Even if you do not have time to watch any of those conference videos, I think every operations engineer out there would really enjoy 2011 Surge Conference closing plenary session video where Theo Schlossnagle (one of my personal heroes in IT community) described a typical debugging session many of us go through every once in a while:
Interesting Web Resources
And last, but certainly not least, I would like to share a list of web resources I like to follow to stay up to date on the most recent news and fresh ideas within the web operations community and related areas:
Leading Industry Sites and Blogs
- MySQL Performance Blog from Percona – one of the best resources on MySQL performance
- High Scalability – awesome resource with a lot of great articles on scalability, performance and design of large scale systems
- Kitchen Soap – Blog by John Alspaw (another of my personal heroes in IT field)

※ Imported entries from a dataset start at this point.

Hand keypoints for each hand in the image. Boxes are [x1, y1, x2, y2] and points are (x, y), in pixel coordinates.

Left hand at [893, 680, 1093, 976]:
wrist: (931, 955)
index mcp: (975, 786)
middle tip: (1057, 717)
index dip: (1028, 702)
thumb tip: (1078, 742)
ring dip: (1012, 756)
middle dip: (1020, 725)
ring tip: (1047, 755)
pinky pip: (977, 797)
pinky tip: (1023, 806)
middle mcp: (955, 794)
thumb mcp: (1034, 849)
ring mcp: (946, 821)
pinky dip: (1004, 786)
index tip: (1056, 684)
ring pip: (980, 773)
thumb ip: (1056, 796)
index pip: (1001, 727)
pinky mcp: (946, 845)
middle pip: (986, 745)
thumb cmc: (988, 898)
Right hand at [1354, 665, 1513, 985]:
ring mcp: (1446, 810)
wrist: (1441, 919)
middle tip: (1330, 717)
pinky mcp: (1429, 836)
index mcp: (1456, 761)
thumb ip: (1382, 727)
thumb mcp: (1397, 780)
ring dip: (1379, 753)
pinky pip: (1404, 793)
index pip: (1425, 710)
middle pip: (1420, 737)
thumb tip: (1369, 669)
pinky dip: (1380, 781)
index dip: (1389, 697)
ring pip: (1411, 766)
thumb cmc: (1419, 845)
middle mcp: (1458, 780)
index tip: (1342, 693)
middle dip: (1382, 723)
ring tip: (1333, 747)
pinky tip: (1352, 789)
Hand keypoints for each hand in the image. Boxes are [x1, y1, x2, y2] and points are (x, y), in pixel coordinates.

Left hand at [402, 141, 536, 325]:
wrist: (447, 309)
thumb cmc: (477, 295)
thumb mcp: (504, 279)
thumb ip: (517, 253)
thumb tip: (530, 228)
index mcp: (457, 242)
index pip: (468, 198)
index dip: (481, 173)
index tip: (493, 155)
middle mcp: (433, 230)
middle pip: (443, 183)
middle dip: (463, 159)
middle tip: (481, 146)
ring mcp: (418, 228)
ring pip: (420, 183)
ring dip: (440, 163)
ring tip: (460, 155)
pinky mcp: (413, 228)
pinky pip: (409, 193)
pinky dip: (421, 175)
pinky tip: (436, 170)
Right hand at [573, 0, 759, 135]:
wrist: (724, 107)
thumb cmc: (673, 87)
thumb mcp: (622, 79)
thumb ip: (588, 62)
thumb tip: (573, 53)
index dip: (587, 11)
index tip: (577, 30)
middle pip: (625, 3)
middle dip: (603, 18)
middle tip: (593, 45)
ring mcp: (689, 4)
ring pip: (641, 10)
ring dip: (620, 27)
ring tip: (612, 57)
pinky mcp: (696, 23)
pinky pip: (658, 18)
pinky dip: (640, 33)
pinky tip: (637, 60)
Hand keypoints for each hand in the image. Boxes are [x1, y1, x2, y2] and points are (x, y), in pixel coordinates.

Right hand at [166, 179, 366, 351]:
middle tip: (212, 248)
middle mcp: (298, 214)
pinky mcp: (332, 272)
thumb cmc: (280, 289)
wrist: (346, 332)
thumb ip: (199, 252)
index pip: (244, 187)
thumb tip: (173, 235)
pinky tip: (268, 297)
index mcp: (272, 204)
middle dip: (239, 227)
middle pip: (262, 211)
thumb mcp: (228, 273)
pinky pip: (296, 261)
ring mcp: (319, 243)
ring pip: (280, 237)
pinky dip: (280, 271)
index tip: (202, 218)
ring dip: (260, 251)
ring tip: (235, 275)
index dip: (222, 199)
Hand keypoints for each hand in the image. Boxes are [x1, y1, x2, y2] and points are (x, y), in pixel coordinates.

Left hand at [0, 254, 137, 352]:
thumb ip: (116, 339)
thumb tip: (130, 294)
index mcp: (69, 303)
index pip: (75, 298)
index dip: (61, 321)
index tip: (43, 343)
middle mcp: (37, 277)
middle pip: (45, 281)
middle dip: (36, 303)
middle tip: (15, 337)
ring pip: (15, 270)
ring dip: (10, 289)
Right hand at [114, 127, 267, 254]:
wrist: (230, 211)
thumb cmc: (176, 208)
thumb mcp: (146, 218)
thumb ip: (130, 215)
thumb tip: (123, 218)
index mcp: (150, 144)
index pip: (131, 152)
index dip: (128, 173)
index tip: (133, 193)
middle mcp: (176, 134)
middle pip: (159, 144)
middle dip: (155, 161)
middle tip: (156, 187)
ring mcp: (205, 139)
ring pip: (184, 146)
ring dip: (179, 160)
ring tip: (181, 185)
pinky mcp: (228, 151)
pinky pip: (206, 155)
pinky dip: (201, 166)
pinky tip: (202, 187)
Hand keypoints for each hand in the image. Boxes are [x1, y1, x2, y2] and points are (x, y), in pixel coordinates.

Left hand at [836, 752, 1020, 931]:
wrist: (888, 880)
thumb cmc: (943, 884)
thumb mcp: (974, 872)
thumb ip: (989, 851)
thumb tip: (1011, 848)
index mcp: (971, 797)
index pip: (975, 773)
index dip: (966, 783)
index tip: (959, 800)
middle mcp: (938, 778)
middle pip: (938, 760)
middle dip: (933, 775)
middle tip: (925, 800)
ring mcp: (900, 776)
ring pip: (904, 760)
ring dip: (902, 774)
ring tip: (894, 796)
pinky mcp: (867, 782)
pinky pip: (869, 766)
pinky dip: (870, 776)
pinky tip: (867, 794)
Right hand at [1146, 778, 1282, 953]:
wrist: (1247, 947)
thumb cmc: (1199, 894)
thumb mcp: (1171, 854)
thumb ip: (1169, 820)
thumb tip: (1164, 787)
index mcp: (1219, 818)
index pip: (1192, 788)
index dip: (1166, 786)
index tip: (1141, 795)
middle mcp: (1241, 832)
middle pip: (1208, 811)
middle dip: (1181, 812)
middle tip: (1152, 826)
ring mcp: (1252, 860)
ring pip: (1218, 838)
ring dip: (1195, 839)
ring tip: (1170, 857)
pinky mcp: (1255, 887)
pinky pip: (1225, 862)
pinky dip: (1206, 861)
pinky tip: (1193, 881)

- DevOps Community Planet – feed/news aggregator for the DevOps community
- DevOps Community on Reddit – not too active, but still a useful resource for getting interesting news
- Agile Sysadmin – Blog of Stephen Nelson-Smith
- obfuscurity – Blog by Jason Dixon, maintainer of Graphite, author of Descartes, Tasseo and other useful tools for metrics collection and displaying
- The Agile Admin – Many interesting thoughts on agile web operations and devops
- Operation Bootstrap – Blog of Aaron Nichols talking about many different aspects of working in operations
Engineering Blogs of Large Web Companies
- Code as Craft – Etsy Development and Operations blog
- Twitter Engineering Blog
- Netflix Tech Blog
- LinkedIn Engineering Blog
- Changelog – member-supported podcast on 5by5 network talking about interesting open source projects
- Food Fight – bi-weekly podcast for Chef community
- DevOps Cafe – interviews with interesting members of DevOps community
- The Ship Show – twice-monthly podcast, featuring discussion on everything from build engineering to DevOps to release management, plus interviews, new tools and techniques, and reviews
And this is it! I hope these lists would be useful for young engineers going into the technical operations and for people who already work in this space. I am going to try to regularly update this post in the future to make sure it stays relevant for a long time.